Весь май Маня провела в Тироле. Целый месяц прожила она там вдвоем с Марком. Они остановились в той гостинице, где ждал он когда-то рождения Ниночки. И открыв окно, она через озеро видела в бинокль тот скромный домик, где жила она тогда, счастливая, как цветок, впервые выглянувший из-под снега, где она вновь училась смеяться, радоваться солнцу, горам, весне, своей молодости, где она вновь полюбила жизнь.
Однажды, после долгих колебаний, она переплыла в лодке озеро и прошла мимо домика.

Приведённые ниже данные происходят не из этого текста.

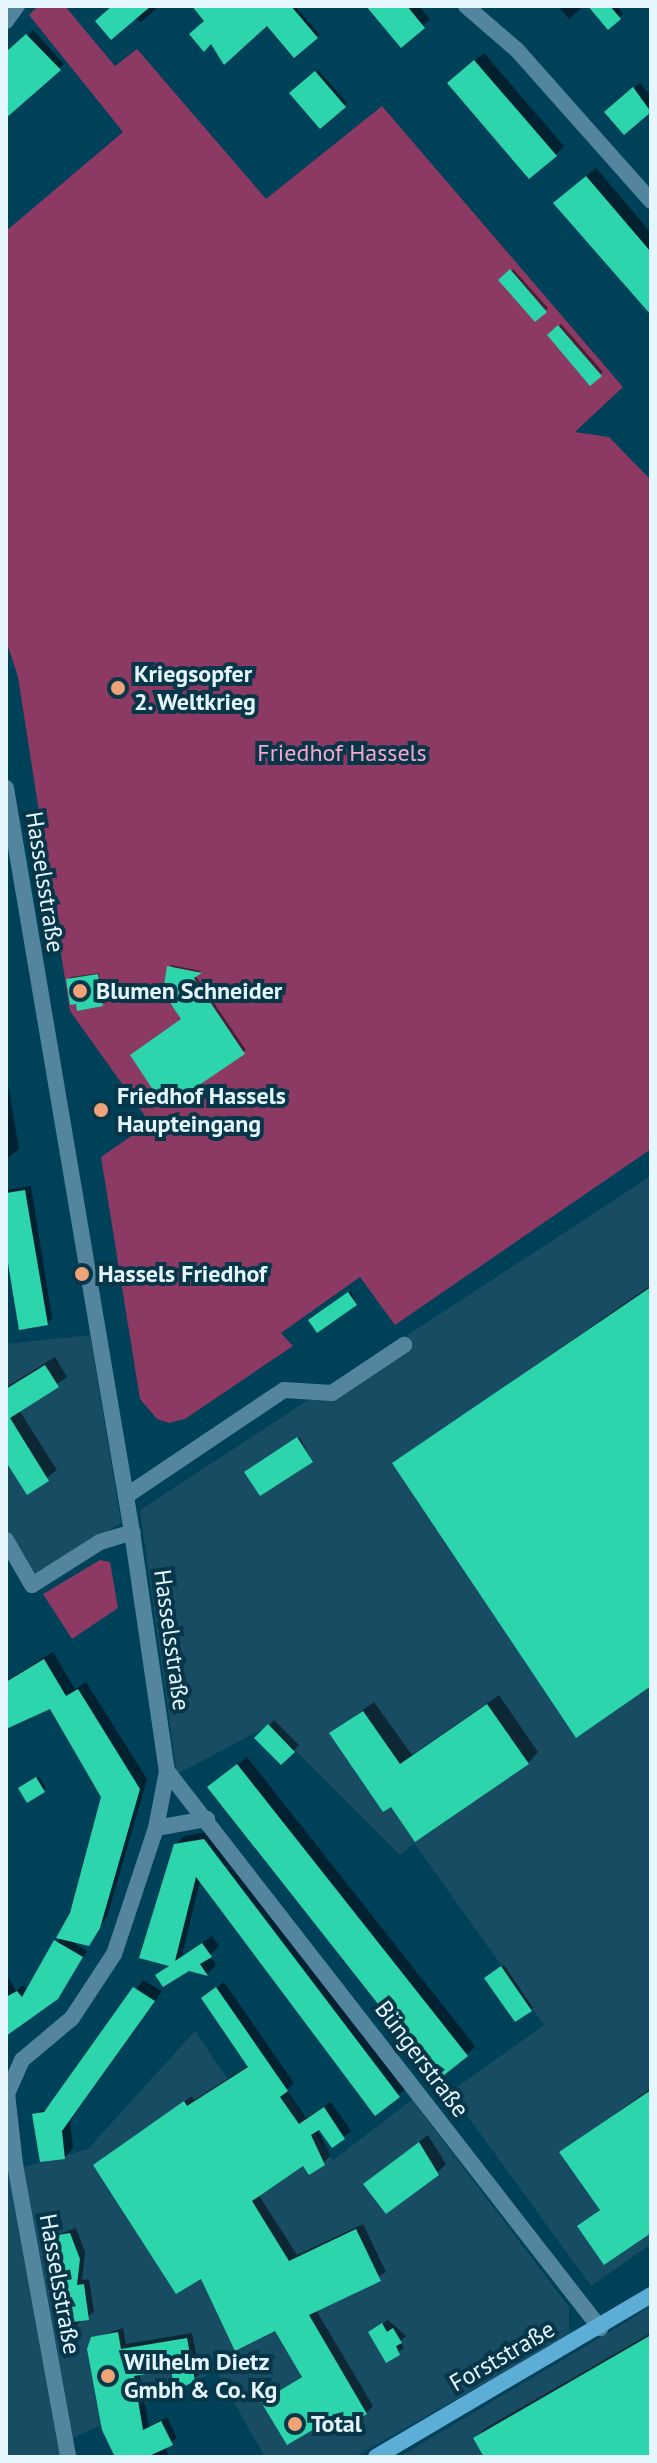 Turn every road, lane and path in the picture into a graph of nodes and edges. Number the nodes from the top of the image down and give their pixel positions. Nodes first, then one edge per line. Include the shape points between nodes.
1 (17, 6) edge
2 (477, 9) edge
3 (6, 21) edge
4 (651, 201) edge
5 (6, 788) edge
6 (11, 845) edge
7 (404, 1345) dead end
8 (126, 1496) junction
9 (132, 1532) junction
10 (6, 1540) edge
11 (167, 1771) junction
12 (207, 1819) junction
13 (156, 1828) junction
14 (8, 2082) edge
15 (651, 2295) edge
16 (600, 2328) junction
17 (68, 2457) edge
18 (376, 2457) edge

1 - 3 street
2 - 4 street
5 - 6 street, Hasselsstraße
6 - 8 street, Hasselsstraße
7 - 8 street via 332,1393 284,1390
8 - 9 street, Hasselsstraße
9 - 10 street via 100,1542 32,1585
9 - 11 street, Hasselsstraße
11 - 12 street, Büngerstraße
11 - 13 street, Hasselsstraße
12 - 13 street
12 - 16 street, Büngerstraße
13 - 14 street, Hasselsstraße via 129,1916 96,1987 72,2018 22,2060
14 - 17 street, Hasselsstraße via 15,2164
15 - 16 main road, Forststraße
16 - 18 main road, Forststraße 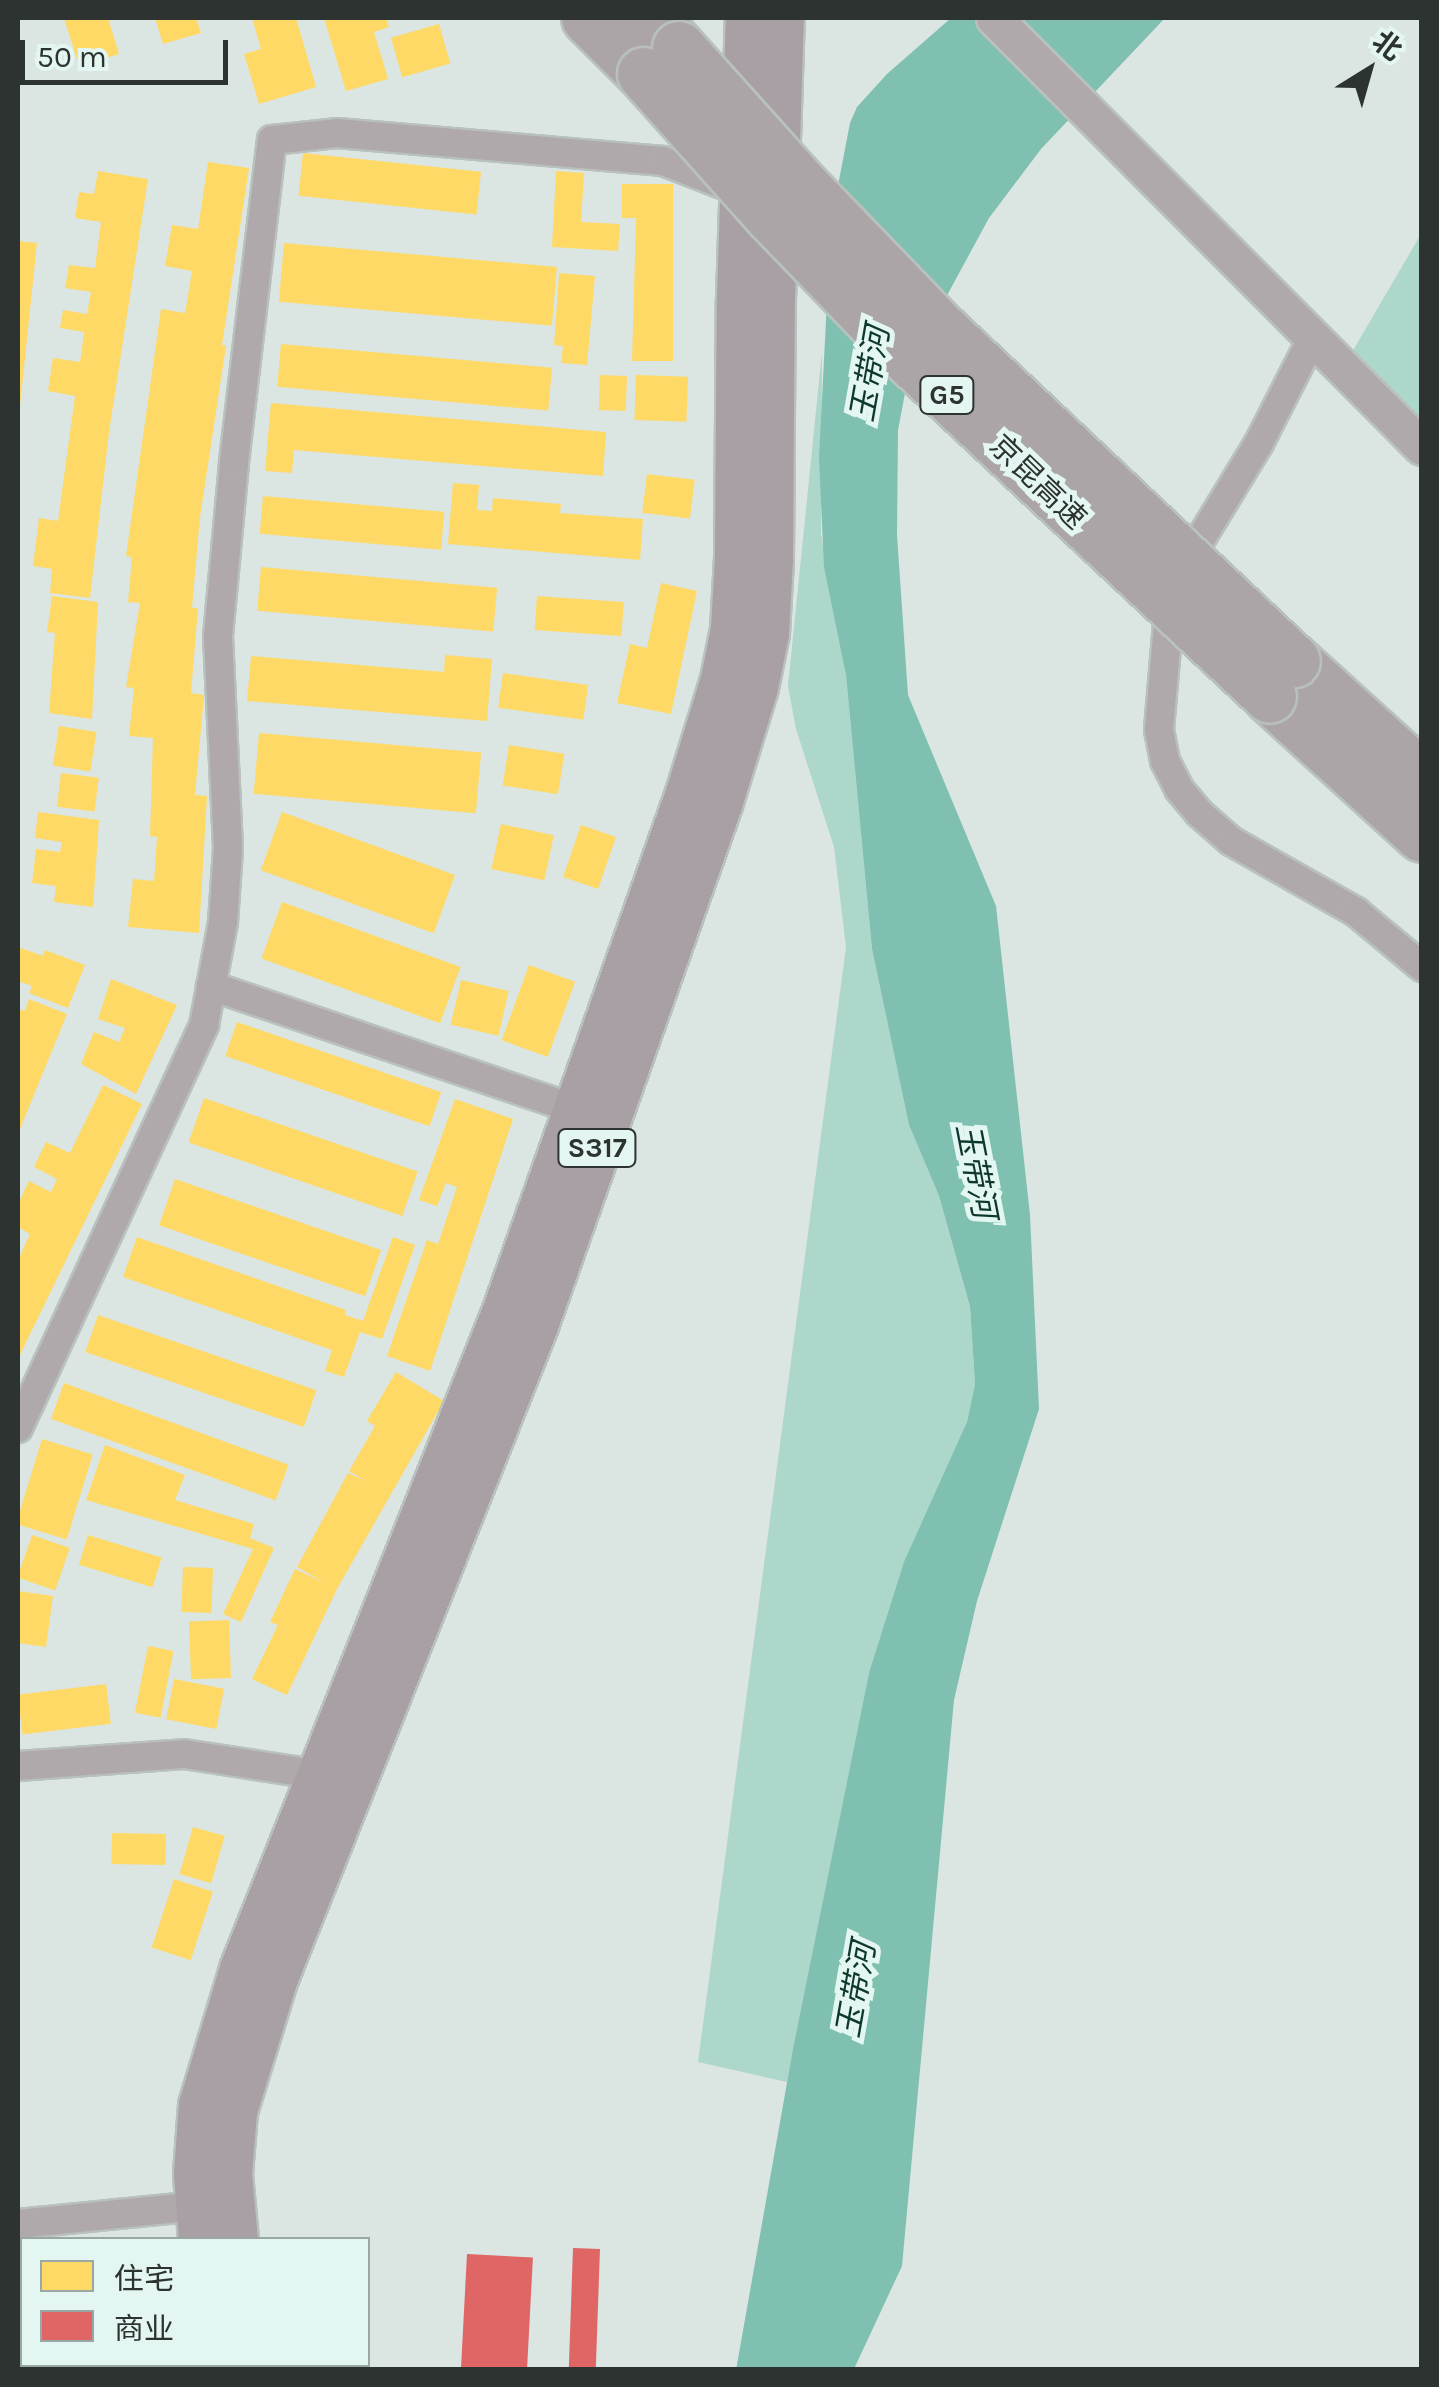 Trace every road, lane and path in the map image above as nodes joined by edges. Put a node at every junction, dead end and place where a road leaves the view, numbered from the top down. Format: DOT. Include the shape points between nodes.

Как билось ее сердце! Вот с этого крыльца в холодный октябрьский вечер, накануне отъезда в Париж, на пороге новой, трудной и неведомой жизни, она глядела в небо, прощаясь с горами, с безмятежным счастьем этих дней. Но теперь там жили чужие люди. Оскорбительно звучали их грубые голоса. Она уже не могла войти туда.